Jumat, 19 Oktober 2012

Penerapan Hukum Jaminan Dalam Pembiayaan Syariah


Penerapan Hukum Jaminan Dalam Pembiayaan Syariah
Pembiayaan   yang   diberikan   oleh   Bank   Syariah   kepada   nasabah sebenarnya merupakan risiko yang akan dihadapi oleh Bank Syariah karena semakin tinggi keuntungan yang akan diharapkan oleh Bank Syariah dalam pembiayaan yang diberikannya juga akan semakin tinggi risiko yang akan dihadapi oleh Bank Syariah tersebut. Risiko tersebut terkait dengan personal dan kondisi di luar perkiraan. Risiko personal bisa muncul berupa tidak bisanya nasabah menjaga amanah yang diberikan oleh Bank Syariah dan hal ini juga akan berdampak pada mnculnya pembiayaan bermasalah. Sedangkan risiko kondisi di luar perkiraan adalah seperti terjadinya bencana gempa bumi (force majeure) yang dapat melumpuhkan hampir seluruh bidang kehidupan yang juga berdampak pada sektor ekonomi riil.

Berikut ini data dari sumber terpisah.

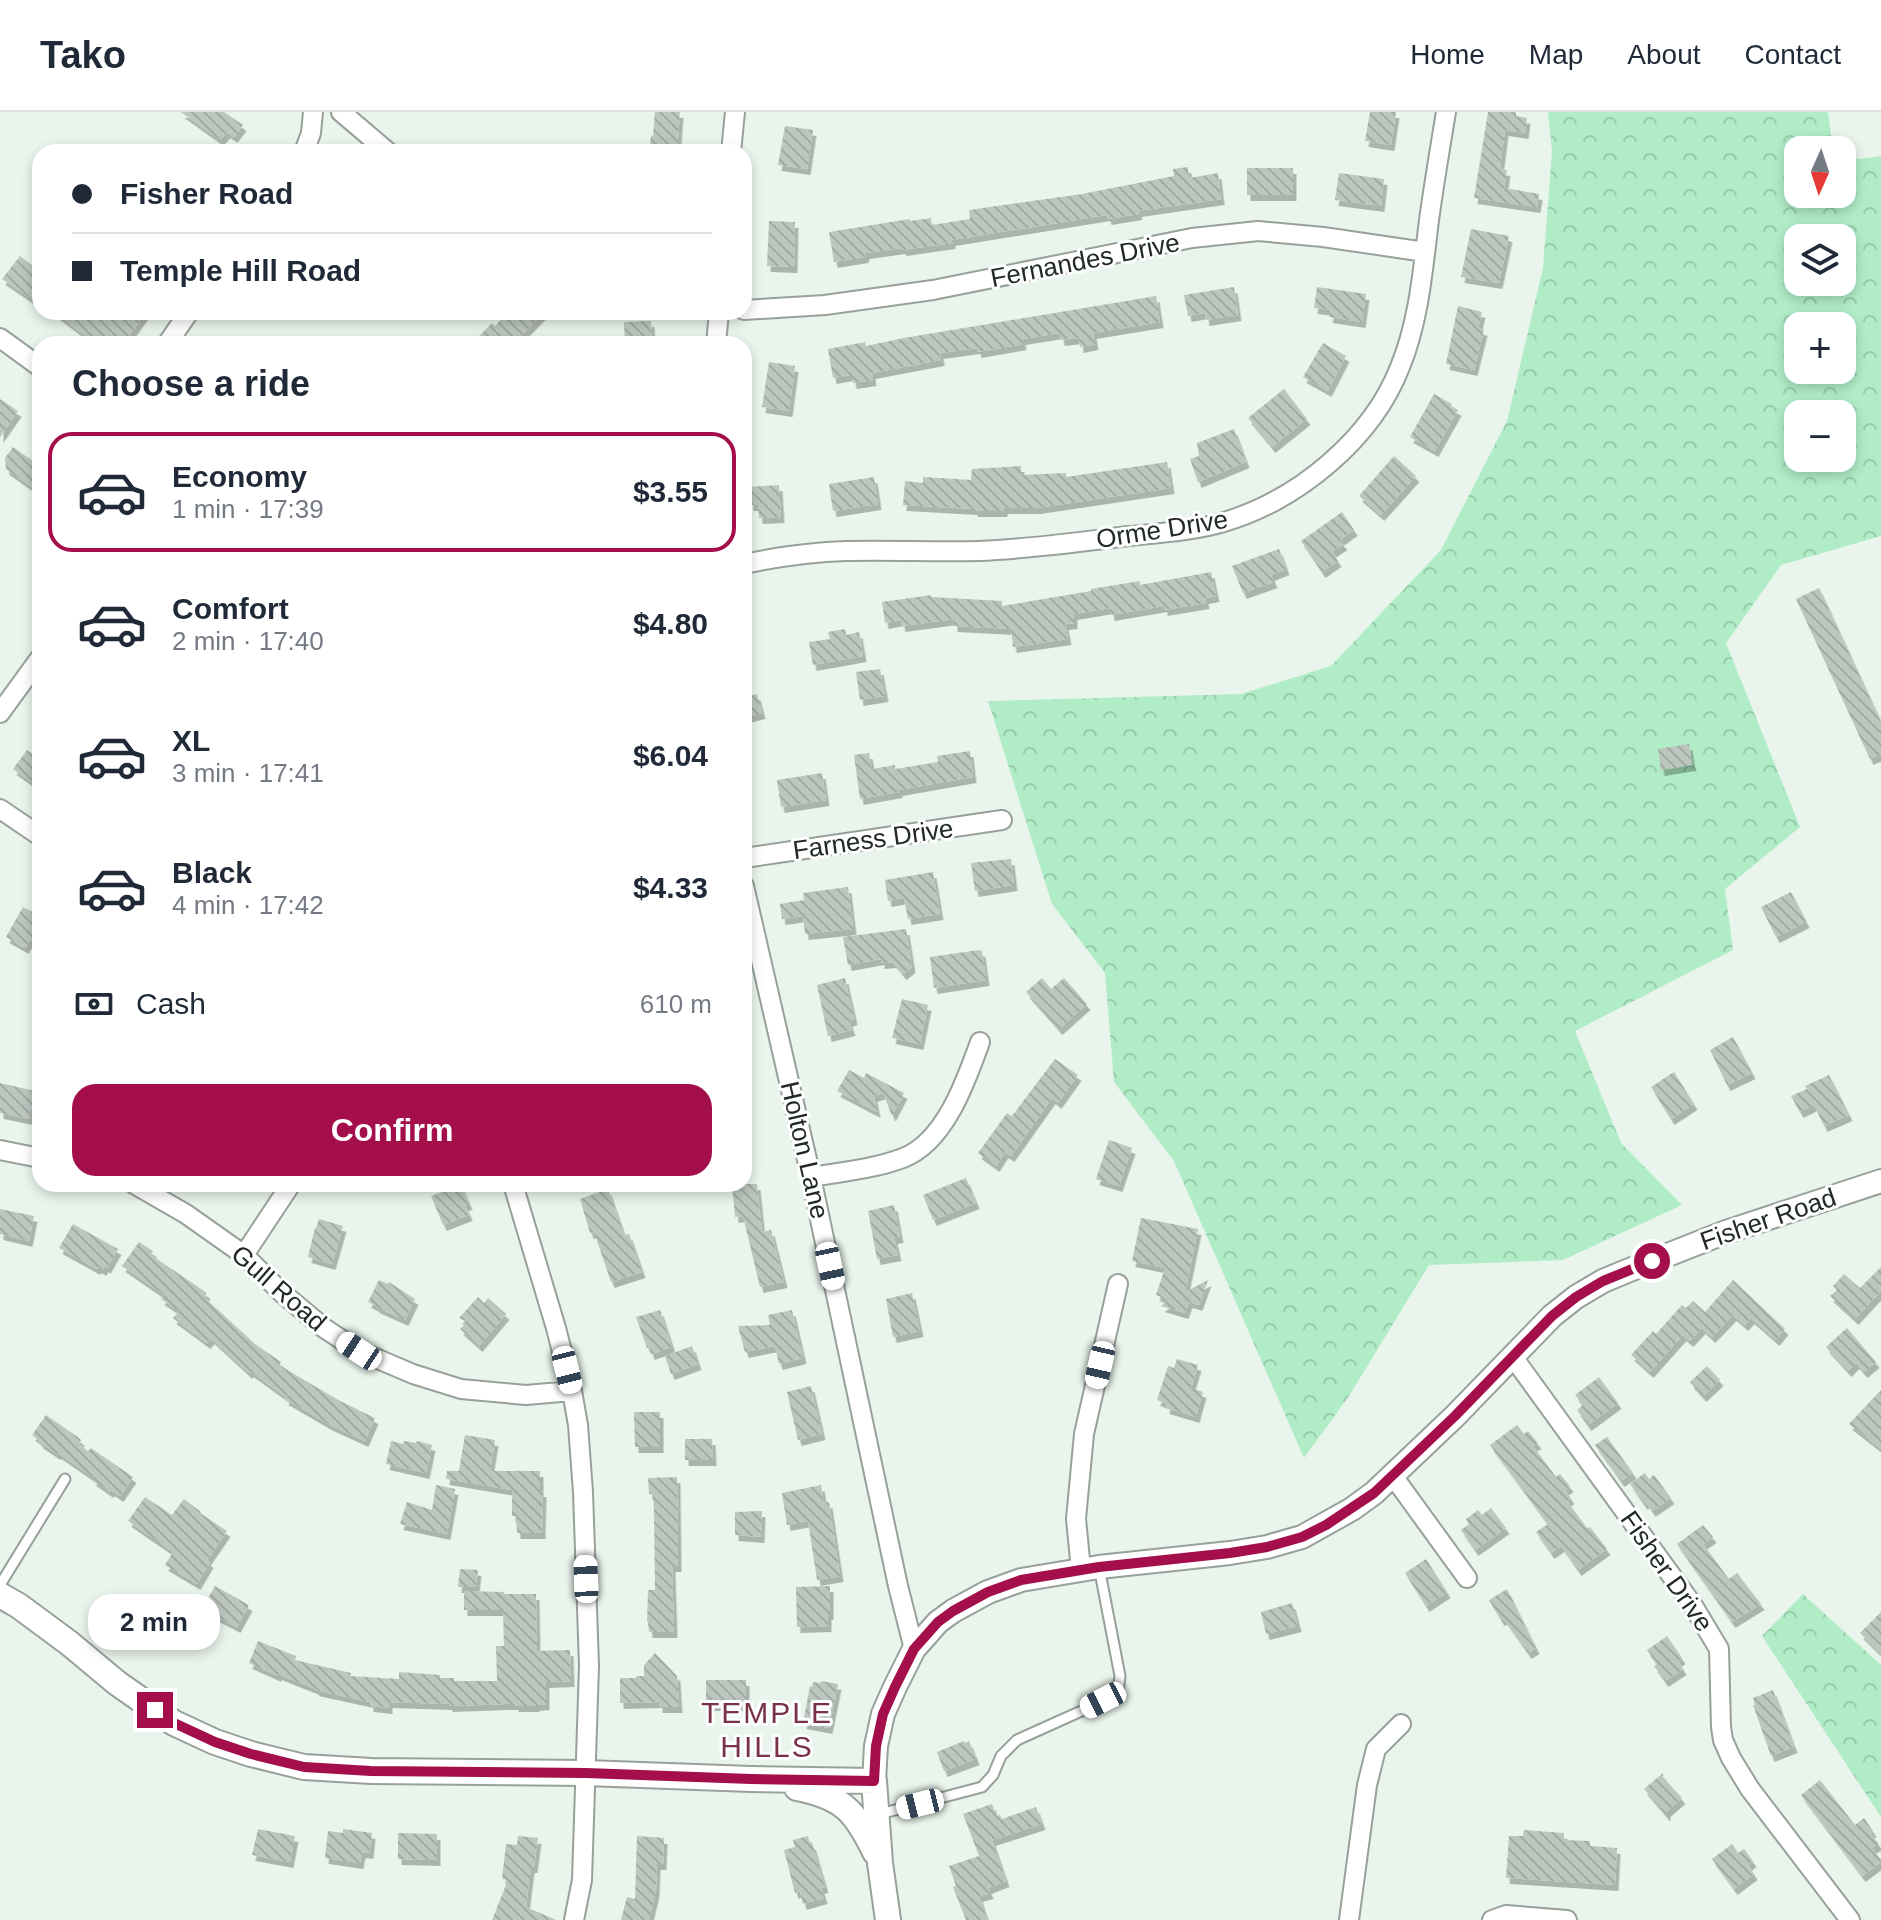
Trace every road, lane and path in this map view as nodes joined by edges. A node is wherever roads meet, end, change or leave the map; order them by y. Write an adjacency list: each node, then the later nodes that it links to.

Dalam konsep di Bank Syariah tidak boleh ada jaminan sedangkan pada prakteknya di Indonesia ada jaminan sebagaimana yang ada dalam fatwa Dewan Syariah Nasional Majelis Ulama Indonesia (DSN MUI) diputuskan bahwa pada prinsipnya tidak ada jaminan di Bank Syariah, namun agar mudharib atau pihak  ketiga (debitor)  tidak  melakukan  penyimpangan,  Lembaga  Keuangan Syariah (LKS) dapat meminta jaminan dari debitor. Jaminan ini hanya dapat dicairkan bila debitor terbukti melakukan pelanggaran terhadap hal-hal yang telah disepakati bersama dalam akad.

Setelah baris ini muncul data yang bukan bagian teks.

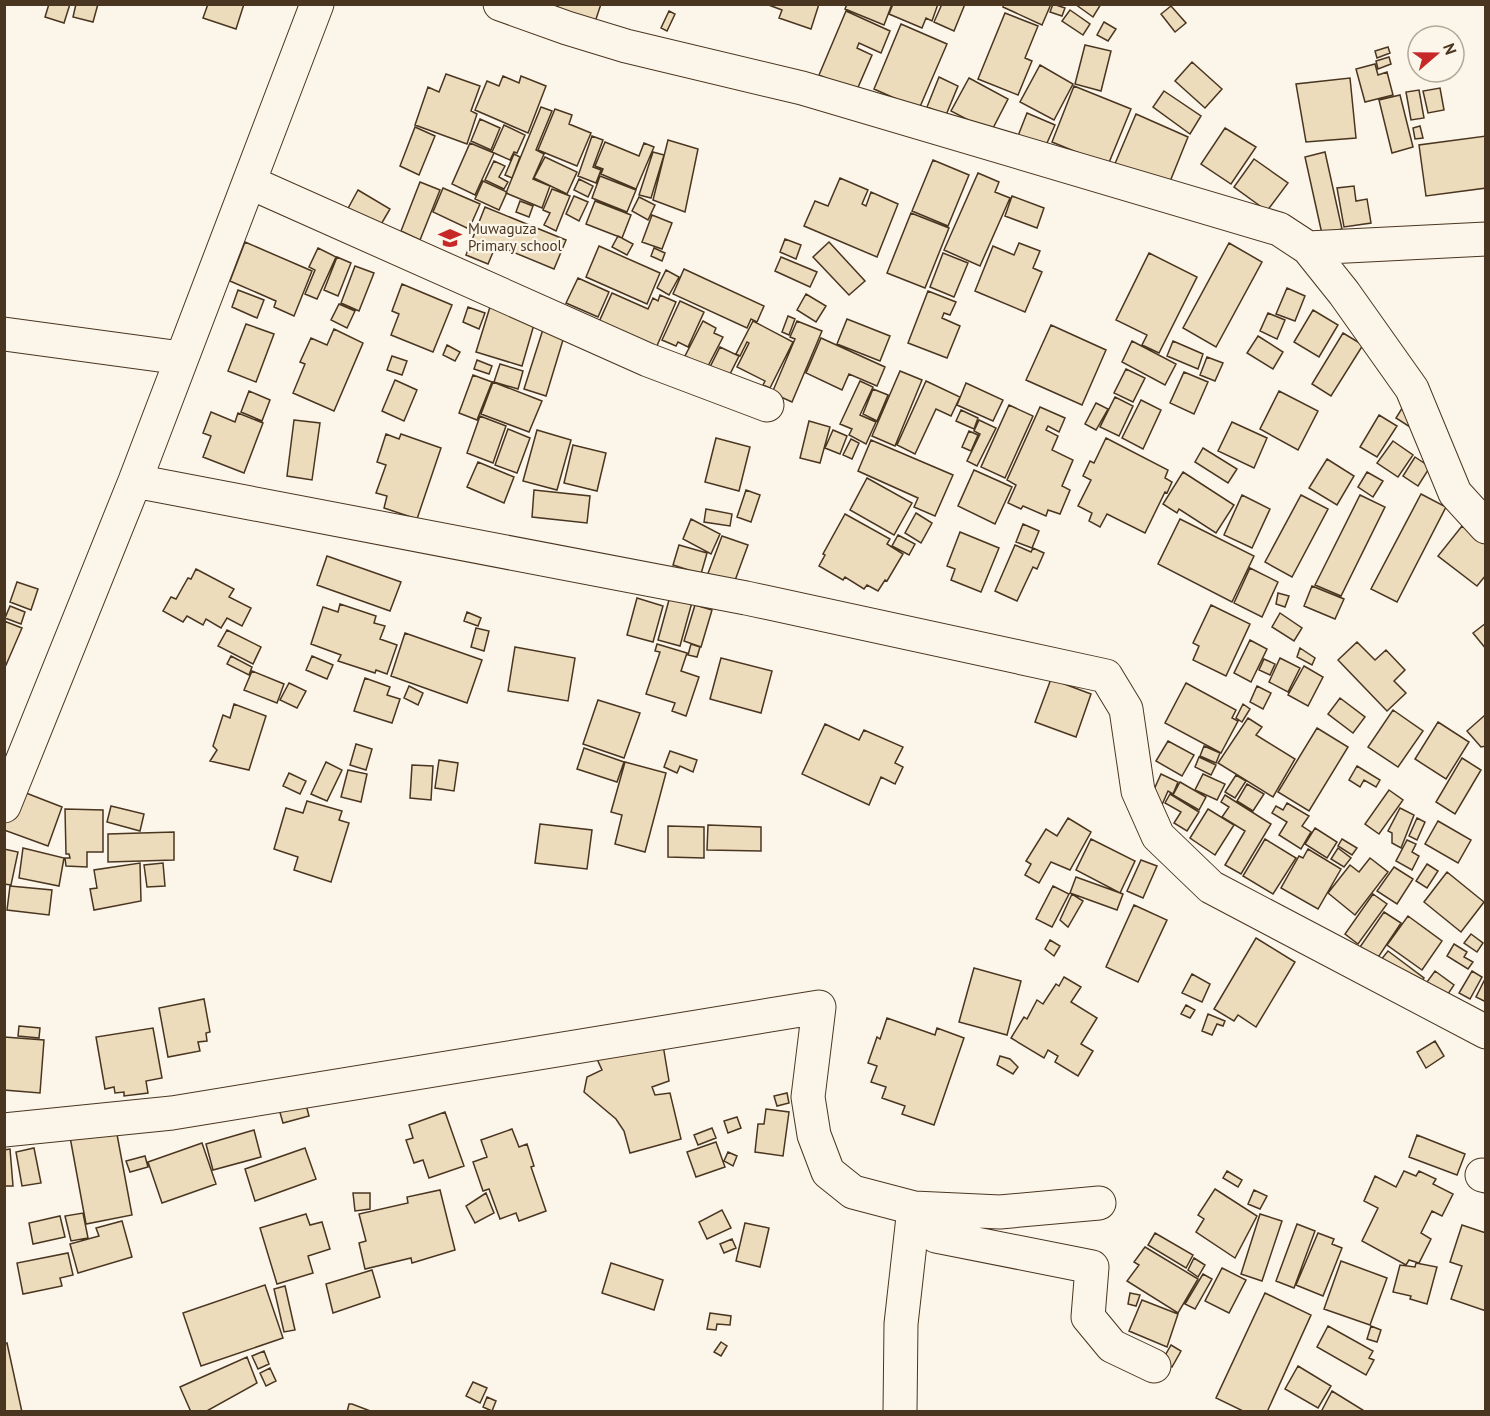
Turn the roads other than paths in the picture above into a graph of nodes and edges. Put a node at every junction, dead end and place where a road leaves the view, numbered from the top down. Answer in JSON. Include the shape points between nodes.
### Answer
{"nodes":[{"id":1,"x":317,"y":4,"type":"edge"},
{"id":2,"x":500,"y":4,"type":"edge"},
{"id":3,"x":249,"y":182,"type":"junction"},
{"id":4,"x":1485,"y":239,"type":"edge"},
{"id":5,"x":1308,"y":248,"type":"junction"},
{"id":6,"x":4,"y":334,"type":"edge"},
{"id":7,"x":181,"y":358,"type":"junction"},
{"id":8,"x":767,"y":405,"type":"dead end"},
{"id":9,"x":135,"y":481,"type":"junction"},
{"id":10,"x":1485,"y":527,"type":"edge"},
{"id":11,"x":4,"y":806,"type":"edge"},
{"id":12,"x":1485,"y":1032,"type":"edge"},
{"id":13,"x":4,"y":1130,"type":"edge"},
{"id":14,"x":1099,"y":1203,"type":"dead end"},
{"id":15,"x":914,"y":1208,"type":"junction"},
{"id":16,"x":1154,"y":1366,"type":"dead end"},
{"id":17,"x":900,"y":1412,"type":"edge"}],
"edges":[{"from":1,"to":3,"type":"street"},
{"from":2,"to":5,"type":"street","via":[[626,46],[802,88],[1279,229]]},
{"from":3,"to":7,"type":"street"},
{"from":3,"to":8,"type":"street","via":[[648,360]]},
{"from":4,"to":5,"type":"street"},
{"from":5,"to":10,"type":"street","via":[[1412,389],[1455,493]]},
{"from":6,"to":7,"type":"street"},
{"from":7,"to":9,"type":"street"},
{"from":9,"to":11,"type":"street"},
{"from":9,"to":12,"type":"street","via":[[746,598],[1106,676],[1126,709],[1138,791],[1158,836],[1211,887]]},
{"from":13,"to":15,"type":"street","via":[[172,1113],[819,1007],[808,1097],[814,1135],[828,1173],[853,1192]]},
{"from":14,"to":15,"type":"street","via":[[1000,1212]]},
{"from":15,"to":16,"type":"street","via":[[936,1236],[1092,1267],[1088,1317],[1112,1346]]},
{"from":15,"to":17,"type":"street","via":[[901,1324]]}]}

1.    Konsep Jaminan Dalam Hukum Islam
Secara umum jaminan  dalam hukum Islam (fiqh) dibagi menjadi dua: jaminan yang berupa orang (personal guarancy) sering dikenal dengan istilah kafalah dan jaminan yang berupa harta benda dikenal dengan istilah rahn. Oleh karena itu, pembahasan berikut akan mengulas kedua macam istilah tersebut menurut hukum Islam.
a.            Kafalah
Kafalah menurut etimologi berarti al-dhamanah,  hamalah , dan za’aamah,  ketiga  istilah  tersebut  memilki  arti  yang  sama,  yakni menjamin  atau  menanggung[1]. Sedangkan  menurut  terminologi Kafalah  adalah  Jaminan yang  diberikan  oleh  kafiil (penanggung) kepada pihak ketiga atas kewajiban/prestasi yang harus ditunaikan pihak kedua (tertanggung).
Kafalah diisyaratkan oleh Allah SWT., pada Al-Qur’an Surat Yusuf ayat 72; “Penyeru itu berseru, Kami kehilangan piala raja dan barang siapa  yang  dapat  mengembalikannya  akan  memperoleh  makanan (seberat) beban unta dan aku menjamin terhadapnya” dan juga hadist Nabi  saw; “Pinjaman  hendaklah  dikembalikan  dan  yang  menjamin hendaklah membayar” (H.R. Abu Dawud).
Kafalah dinilai sah menurut hukum Islam kalau memenuhi rukun dan syarat , yaitu:
1)            Kafiil (orang yang menjamin), disyaratkan sudah baligh, berakal,tidak  dicegah  membelanjakan  harta (mahjur)  dan  dilakukan dengan kehendaknya sendiri.
2)            Makful lah (orang yang berpiutang/berhak menerima jaminan), syaratnya  ialah  diketahui  oleh  orang  yang  menjamin,  ridha (menerima), dan ada ketika terjadinya akad menjaminan.
3)            Makful ‘anhu (orang yang berutang/yang dijamin), disyaratkan diketahui oleh yang menjamin, dan masih hidup (belum mati).
4)            Madmun bih atau makful bih (hutang/kewajiban yang dijamin), disyaratkan; merupakan hutang/prestasi yang harus dibayar atau dipenuhi,   menjadi   tanggungannya (makful   anhu),   dan   bisa diserahkan oleh penjamin (kafiil).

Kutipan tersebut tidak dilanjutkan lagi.